The characteristics I will own up to starting with the bad is overexcitement, easily stressed, overloader, and weird. These are all quite important, but don't worry, I have good qualities also. I am a hard worker, I never give up, I may complain but I own up to my assignments. I may overload myself, but I'm cutting back just alittle bit because I want to be your Senior President. I want to be the one to watch our budget increase whil our class and I have fun and make money. I want to see you all stare and awe at our success.

I have an obssession with helping people and making an impact on their lives and that's what I'm here to do, what more to help my obssession than lead a body of students to make their last year in high school more memorable than they could imagine. I guess I want to take weird out of my bad qualities because that word not only describes me but is me. Another word I find that is me is leader, and that's what I want to be for you.

I've gone to own up to my other responsibilities though. Diploma might kill me but it's all worth it in the end. I CAN DO ITTTT!!!!!

Tuesday, October 26, 2010

I actually feel this way.

IB is starting to finally get difficult and it's scaring me just alittle.

My hardest classes:
IB Japanese
IB Psych
IB Physics

My favorite Classes:
IB Psych
IB Physics
IB Calculus

Grades:
You don't want to know. Gahz. I need to pick it up. I have 1 week and 3 more days until the quarter ends. :O And I'm just so scared that I won't at least bring up my B's up to an A- because when they average out for Semeseter they've got to be A's. GRAWRZ! I only have 3 A's right now so let's do this, Nikki!

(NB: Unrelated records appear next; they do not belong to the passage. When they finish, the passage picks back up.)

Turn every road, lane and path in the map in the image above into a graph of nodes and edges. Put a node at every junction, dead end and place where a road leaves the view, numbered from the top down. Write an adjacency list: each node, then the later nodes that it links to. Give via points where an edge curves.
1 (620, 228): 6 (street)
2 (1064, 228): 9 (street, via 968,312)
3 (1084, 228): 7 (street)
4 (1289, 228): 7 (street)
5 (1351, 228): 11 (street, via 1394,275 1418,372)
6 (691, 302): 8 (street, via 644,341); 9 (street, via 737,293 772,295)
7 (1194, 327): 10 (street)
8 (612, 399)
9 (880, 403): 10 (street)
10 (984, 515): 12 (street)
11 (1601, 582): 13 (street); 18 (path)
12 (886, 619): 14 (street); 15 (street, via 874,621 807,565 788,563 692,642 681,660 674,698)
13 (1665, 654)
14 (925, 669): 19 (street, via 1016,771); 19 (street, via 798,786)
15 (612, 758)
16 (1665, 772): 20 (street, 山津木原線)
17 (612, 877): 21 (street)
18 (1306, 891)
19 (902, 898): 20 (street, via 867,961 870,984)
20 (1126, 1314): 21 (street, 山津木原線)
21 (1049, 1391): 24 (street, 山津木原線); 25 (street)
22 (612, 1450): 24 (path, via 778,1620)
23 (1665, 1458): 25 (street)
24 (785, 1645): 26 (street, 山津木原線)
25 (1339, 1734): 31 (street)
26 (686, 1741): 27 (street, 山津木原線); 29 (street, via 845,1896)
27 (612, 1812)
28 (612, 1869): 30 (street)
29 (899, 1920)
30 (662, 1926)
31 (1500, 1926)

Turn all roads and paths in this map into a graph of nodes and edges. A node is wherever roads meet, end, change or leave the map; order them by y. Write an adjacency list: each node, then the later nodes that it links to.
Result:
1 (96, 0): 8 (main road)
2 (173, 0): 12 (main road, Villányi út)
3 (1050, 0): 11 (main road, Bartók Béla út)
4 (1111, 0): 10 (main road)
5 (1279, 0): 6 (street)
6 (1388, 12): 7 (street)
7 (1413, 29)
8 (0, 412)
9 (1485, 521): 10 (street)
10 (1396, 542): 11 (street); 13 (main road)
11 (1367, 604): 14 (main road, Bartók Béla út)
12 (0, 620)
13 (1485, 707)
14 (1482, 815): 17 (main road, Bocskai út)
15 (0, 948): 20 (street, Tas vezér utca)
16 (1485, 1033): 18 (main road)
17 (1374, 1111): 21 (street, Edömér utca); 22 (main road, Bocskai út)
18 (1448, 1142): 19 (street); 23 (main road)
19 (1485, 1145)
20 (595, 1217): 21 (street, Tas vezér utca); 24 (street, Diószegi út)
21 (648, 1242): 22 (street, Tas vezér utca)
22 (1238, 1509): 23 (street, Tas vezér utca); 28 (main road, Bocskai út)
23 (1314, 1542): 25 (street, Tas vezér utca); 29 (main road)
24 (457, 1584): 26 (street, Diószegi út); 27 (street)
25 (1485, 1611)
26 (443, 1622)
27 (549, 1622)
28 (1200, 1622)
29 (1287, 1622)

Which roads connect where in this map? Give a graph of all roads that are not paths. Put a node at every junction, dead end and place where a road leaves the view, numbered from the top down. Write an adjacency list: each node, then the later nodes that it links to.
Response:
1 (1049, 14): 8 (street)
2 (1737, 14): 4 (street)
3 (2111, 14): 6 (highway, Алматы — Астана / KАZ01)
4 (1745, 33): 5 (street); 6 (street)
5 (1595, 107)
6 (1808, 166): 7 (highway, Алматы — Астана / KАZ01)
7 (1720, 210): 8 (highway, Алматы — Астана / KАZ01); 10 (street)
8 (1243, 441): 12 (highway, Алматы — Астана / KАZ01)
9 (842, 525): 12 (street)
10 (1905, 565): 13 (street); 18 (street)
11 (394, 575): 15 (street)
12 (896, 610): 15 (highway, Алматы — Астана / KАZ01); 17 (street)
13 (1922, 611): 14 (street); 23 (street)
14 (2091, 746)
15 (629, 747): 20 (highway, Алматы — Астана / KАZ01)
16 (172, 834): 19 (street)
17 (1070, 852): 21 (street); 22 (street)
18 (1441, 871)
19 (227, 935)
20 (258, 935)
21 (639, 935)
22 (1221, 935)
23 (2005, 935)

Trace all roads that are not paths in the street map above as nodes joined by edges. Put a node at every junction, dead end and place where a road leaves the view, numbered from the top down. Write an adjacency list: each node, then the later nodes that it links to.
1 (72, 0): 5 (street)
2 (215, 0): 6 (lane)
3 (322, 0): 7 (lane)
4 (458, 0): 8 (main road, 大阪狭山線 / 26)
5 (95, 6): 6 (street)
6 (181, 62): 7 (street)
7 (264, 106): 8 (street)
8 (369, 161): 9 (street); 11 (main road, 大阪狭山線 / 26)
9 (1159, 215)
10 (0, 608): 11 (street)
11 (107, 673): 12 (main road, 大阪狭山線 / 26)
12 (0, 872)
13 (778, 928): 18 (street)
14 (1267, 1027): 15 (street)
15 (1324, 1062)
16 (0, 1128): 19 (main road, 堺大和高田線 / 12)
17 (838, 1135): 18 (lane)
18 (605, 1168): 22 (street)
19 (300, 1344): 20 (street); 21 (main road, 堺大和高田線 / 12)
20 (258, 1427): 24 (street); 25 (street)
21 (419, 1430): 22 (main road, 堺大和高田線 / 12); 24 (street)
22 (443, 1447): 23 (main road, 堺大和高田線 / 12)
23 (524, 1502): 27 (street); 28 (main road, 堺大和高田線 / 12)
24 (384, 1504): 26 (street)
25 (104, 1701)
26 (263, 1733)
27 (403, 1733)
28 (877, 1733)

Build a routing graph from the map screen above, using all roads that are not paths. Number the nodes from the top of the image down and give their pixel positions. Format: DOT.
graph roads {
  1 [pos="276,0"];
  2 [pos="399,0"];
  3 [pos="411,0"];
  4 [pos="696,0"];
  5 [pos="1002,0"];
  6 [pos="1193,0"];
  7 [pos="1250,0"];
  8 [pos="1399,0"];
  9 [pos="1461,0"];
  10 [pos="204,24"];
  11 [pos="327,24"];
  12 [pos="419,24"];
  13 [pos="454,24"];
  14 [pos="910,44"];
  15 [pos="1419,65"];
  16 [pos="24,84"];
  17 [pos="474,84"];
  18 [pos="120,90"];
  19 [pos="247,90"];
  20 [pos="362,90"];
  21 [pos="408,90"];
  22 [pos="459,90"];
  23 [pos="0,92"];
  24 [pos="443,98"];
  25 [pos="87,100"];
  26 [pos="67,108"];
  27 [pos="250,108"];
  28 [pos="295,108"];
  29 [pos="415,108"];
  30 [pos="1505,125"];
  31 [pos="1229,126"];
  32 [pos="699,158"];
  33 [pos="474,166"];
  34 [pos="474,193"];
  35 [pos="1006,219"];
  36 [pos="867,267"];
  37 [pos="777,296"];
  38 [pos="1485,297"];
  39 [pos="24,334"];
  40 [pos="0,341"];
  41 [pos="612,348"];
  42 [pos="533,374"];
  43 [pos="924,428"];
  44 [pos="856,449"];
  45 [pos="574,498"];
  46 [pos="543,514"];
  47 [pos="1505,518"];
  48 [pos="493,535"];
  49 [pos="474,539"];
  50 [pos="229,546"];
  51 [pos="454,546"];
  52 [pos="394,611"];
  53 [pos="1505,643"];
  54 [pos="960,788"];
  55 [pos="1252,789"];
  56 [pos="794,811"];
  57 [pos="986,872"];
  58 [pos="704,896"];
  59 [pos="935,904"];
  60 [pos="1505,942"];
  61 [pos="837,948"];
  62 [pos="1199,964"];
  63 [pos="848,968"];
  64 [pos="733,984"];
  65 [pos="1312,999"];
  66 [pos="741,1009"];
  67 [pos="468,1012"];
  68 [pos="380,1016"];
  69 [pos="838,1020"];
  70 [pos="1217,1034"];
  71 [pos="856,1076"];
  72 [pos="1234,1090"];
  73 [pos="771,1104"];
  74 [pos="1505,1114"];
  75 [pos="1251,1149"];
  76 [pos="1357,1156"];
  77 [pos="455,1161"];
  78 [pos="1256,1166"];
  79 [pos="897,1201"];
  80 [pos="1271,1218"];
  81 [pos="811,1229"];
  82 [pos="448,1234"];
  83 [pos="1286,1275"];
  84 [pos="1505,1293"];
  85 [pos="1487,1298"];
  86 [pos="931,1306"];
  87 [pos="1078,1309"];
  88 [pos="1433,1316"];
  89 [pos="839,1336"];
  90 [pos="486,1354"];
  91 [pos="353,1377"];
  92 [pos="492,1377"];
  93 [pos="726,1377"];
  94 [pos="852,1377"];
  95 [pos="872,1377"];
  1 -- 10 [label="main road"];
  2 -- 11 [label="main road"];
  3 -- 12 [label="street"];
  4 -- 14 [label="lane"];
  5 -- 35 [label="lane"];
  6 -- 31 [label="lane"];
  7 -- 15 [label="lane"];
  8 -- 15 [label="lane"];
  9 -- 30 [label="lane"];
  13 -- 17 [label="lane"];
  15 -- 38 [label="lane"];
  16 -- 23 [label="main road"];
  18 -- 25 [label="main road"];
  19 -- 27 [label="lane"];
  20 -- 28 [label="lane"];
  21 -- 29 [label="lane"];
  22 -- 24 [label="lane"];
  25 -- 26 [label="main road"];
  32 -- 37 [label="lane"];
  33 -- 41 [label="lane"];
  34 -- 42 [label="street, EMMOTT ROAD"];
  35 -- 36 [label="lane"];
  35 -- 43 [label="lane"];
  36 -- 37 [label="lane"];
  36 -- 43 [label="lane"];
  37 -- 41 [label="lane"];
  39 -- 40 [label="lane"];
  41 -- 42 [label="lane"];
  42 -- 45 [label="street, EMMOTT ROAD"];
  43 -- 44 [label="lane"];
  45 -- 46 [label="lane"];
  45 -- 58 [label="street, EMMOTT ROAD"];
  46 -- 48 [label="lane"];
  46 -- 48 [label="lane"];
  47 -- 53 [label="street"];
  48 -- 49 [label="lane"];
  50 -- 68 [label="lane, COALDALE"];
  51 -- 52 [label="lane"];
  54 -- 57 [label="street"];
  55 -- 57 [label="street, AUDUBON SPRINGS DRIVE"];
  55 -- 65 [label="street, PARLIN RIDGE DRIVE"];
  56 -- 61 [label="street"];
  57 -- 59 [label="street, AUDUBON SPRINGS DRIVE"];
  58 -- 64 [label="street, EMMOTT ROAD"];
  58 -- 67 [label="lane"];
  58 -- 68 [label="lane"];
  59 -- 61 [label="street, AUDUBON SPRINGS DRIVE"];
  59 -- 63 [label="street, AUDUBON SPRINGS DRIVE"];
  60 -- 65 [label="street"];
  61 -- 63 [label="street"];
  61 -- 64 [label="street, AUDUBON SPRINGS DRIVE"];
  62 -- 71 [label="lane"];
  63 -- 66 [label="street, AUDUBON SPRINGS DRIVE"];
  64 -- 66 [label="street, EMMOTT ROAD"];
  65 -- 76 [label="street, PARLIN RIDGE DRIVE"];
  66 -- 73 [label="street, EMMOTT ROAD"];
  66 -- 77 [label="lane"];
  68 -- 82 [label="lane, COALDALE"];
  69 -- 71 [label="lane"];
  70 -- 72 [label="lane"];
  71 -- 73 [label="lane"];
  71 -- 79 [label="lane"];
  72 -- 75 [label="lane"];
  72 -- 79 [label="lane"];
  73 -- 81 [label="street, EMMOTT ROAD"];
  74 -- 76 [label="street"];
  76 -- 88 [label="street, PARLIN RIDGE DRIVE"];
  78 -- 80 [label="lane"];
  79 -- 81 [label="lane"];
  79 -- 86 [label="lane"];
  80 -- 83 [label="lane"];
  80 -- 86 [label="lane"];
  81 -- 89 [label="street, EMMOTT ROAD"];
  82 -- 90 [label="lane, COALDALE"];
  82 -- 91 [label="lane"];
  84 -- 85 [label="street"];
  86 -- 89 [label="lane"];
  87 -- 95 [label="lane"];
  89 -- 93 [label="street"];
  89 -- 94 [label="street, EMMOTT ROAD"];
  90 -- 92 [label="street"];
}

I'm really trying to build a relationship with my brother he deserves it and I feel really bad for him. I love my brother so much. Goodness. Hope all goes well!:]

Sunday, September 12, 2010

Looking Up.

I'M GOING TO DO IT! I'm sick of doubts, distractions, and distresses. I'm going to keep heading in the direction my head's turning.

My Priorities:
  • Church Organist/Choir Member [Need to start practicing organ every day as I train to become an adult choir organist]
  • Studies [IB Diploma Candidate so I can't really slack and just deal with all 6 IB Classes and enjoy it]
  • Family [Chores, DownTime]
  • E.C. Activities [KeyClub, VidProdClub, NHS, FAC, and Drama]
  • Piano Teacher [7 Students; Tuesday, Wednesday, Saturday]
  • Social Circles [Hangouts almost every Friday and Sunday night]

My Worries:
  • Friends; will they think I'm too busy?
  • Lala; What a loser. I just want to end it with you.
  • Inny; He's original, but a nonnie.:[

To-Do List:
  • Step it up in Key Club as Secretary.
  • Bond with more schools in Division 32.
  • Finish guide book for FAC.
  • Become more organized in VidProdClub.

Occupation:

  • Electrical Engineering
  • Physician Assistant
  • News Anchor

Monday, May 17, 2010

Okie.

So I've just noticed that after I read any of my blog entries it doens't sound like me. How can I make the things I type out sound like what's going on in my head? I haven't been very thoughtful in Blogger. Dude, I need to start actually writing what's in my mind hahahaha.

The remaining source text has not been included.